Disastrous final hole robs Ariya of historic LPGA win

Ariya: Heartbreak after promising start

It was heartbreak for Thai teenager Ariya Jutanugarn and her thousands of fans as she missed out on securing a historic win at the Honda LPGA Thailand Sunday.

Ariya gets a supportive hug from big sister Moriya Jutanugarn on the 18th green after her disastrous triple bogey. (AFP Photo)

The 17-year-old blew a two-stroke lead on the final hole with a triple bogey to lose her bid to become the first Thai to win an official LPGA Tour event.

Ariya appeared set to claim the title at Siam Country Club when she made a hole-in-one at the 12th hole for a one-shot lead.

She then took a two-stroke advantage only to suffer a disastrous eight at the par-five 18th to allow South Korea's Park Inbee to win by a shot.

The distraught young Thai struggled to hold back tears, as did the majority of the stunned gallery as she stood on the 18th holding her putter after her collapse on the last hole which saw the title slip from her grasp.

Ariya, who turned professional earlier this month, had begun the day with a three-shot cushion, and although Park had briefly held the lead after a birdie at the 11th, Ariya's ace at the 12th saw the Thai take charge.

Ariya finished with an even-par 72 for a four-day total of 277 while Park struck 67 for 276.

A tearful Ariya admitted she was disappointed at the way things turned out.

"After the hole-in-one, I thought it was going to be my day," she said.

"The hole-in-one made me feel a lot more confident as my driver and irons had not been very good up to that point."

She said she was too aggressive at the final hole and that she had learned a lot from the tournament.

Ariya saved her final words for the thousands of Thai fans who packed the large gallery.

"I have to thank the fans for their fine support.

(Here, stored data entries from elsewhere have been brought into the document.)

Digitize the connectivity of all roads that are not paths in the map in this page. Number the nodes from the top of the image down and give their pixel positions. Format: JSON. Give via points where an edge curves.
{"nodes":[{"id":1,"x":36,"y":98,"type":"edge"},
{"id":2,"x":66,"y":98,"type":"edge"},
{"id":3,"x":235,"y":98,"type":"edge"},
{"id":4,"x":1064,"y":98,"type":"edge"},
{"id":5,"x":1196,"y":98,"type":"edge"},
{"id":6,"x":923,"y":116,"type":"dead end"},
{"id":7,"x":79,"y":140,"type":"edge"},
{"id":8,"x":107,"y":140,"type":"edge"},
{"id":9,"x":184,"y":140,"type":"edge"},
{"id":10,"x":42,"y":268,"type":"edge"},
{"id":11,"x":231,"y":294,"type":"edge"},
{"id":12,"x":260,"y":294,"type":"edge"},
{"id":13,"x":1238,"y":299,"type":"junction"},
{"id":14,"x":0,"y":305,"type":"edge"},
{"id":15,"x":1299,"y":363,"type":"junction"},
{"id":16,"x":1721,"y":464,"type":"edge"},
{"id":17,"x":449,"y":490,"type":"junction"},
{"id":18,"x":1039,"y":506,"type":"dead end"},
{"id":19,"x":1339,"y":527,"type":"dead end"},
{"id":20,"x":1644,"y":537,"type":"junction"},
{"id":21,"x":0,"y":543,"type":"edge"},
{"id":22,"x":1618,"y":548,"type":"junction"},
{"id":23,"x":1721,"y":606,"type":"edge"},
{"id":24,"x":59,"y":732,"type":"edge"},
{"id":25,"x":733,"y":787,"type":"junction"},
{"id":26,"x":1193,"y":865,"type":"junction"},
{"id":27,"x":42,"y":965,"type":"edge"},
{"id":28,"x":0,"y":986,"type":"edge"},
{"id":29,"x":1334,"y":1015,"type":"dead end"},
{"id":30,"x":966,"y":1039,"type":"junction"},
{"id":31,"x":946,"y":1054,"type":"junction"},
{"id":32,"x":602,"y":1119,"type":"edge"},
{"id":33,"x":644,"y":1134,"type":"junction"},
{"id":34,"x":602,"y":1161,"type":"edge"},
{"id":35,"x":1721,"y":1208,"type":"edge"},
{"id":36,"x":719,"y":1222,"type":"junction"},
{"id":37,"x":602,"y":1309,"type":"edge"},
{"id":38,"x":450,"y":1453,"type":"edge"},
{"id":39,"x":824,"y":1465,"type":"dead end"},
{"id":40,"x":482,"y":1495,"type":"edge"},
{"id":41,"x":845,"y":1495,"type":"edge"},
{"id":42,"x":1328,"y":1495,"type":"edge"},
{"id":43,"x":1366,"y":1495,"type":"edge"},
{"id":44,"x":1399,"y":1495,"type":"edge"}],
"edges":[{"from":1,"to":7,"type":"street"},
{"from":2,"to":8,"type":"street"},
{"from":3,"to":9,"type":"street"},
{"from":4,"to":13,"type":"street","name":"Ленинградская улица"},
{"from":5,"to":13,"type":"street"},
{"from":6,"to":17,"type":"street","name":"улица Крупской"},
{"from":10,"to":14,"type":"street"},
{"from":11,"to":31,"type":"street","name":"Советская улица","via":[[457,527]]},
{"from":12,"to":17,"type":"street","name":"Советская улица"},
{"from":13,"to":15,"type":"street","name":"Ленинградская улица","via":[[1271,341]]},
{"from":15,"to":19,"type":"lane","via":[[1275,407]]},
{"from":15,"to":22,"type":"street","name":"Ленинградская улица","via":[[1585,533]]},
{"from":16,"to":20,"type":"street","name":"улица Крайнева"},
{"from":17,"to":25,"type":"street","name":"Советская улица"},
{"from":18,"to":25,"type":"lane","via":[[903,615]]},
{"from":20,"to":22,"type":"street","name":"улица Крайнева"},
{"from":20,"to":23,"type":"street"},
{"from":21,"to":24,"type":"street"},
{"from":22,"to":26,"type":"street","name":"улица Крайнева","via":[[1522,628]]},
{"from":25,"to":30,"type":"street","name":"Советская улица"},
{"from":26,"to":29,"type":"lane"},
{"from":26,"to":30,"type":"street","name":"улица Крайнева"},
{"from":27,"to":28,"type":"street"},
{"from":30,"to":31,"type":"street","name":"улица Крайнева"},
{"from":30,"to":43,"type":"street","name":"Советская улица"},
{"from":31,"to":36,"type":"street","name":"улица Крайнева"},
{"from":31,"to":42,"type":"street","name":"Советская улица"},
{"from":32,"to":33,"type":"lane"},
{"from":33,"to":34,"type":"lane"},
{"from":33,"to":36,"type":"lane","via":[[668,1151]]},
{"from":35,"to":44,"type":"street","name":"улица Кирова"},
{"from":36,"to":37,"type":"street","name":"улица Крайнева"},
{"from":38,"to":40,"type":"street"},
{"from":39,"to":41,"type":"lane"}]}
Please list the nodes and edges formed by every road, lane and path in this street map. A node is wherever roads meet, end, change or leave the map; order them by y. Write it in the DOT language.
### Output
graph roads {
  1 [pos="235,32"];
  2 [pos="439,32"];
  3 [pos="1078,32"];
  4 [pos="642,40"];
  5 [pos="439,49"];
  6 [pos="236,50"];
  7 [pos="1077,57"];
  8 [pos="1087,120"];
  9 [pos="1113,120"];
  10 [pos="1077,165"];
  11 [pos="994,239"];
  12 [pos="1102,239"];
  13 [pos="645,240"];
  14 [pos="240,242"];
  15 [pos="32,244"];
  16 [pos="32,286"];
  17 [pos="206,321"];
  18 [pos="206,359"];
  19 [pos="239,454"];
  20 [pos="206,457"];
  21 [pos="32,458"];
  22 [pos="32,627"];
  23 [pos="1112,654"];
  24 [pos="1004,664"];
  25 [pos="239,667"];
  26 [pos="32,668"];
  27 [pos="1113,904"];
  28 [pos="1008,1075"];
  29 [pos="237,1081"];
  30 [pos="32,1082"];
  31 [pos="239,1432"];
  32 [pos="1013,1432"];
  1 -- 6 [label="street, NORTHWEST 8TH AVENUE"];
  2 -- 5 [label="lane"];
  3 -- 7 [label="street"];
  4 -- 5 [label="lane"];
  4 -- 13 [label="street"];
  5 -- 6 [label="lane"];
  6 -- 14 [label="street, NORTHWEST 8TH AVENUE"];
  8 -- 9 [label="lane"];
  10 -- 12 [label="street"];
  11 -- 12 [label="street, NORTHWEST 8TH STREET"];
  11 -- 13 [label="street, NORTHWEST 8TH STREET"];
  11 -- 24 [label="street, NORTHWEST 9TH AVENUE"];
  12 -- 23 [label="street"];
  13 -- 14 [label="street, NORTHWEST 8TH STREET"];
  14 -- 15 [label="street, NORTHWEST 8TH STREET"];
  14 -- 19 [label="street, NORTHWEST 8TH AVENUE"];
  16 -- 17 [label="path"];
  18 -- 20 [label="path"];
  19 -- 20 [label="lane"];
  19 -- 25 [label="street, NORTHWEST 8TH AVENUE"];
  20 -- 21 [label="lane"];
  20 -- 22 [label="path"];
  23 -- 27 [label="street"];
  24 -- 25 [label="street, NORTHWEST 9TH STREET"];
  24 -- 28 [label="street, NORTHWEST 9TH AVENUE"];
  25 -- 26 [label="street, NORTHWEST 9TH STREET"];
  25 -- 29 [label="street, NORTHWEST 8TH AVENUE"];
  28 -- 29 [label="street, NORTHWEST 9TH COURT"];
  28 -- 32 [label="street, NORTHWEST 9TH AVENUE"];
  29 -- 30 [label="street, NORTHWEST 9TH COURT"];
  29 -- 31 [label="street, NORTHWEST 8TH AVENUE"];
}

They were great," she said.

Park appeared equally shocked to be lifting the title.

"I didn't expect to win it," she admitted.

"When I missed a birdie opportunity at the 17th, I thought it was all over for me."

Park, who won the LPGA money title last year, said she understood how difficult it must have been for Ariya on the 18th.

"If I had been in Ariya's position, I would have been very nervous.

Ariya had handled the pressure very well for all four days. She is very talented and played some fantastic golf," Park said.

After appearing to be out of it for the first three rounds, defending champion and world No.1 Tseng Yani of Taiwan was back to her supreme best on the final day, shooting a stunning 63 for a total of 278. That score was good for a third-place tie with Spain's Beatriz Recari who shot a 70, South Korea's Ryu So Yeon (68) and American Stacy Lewis (70). Lewis had led the tournament for the first two rounds.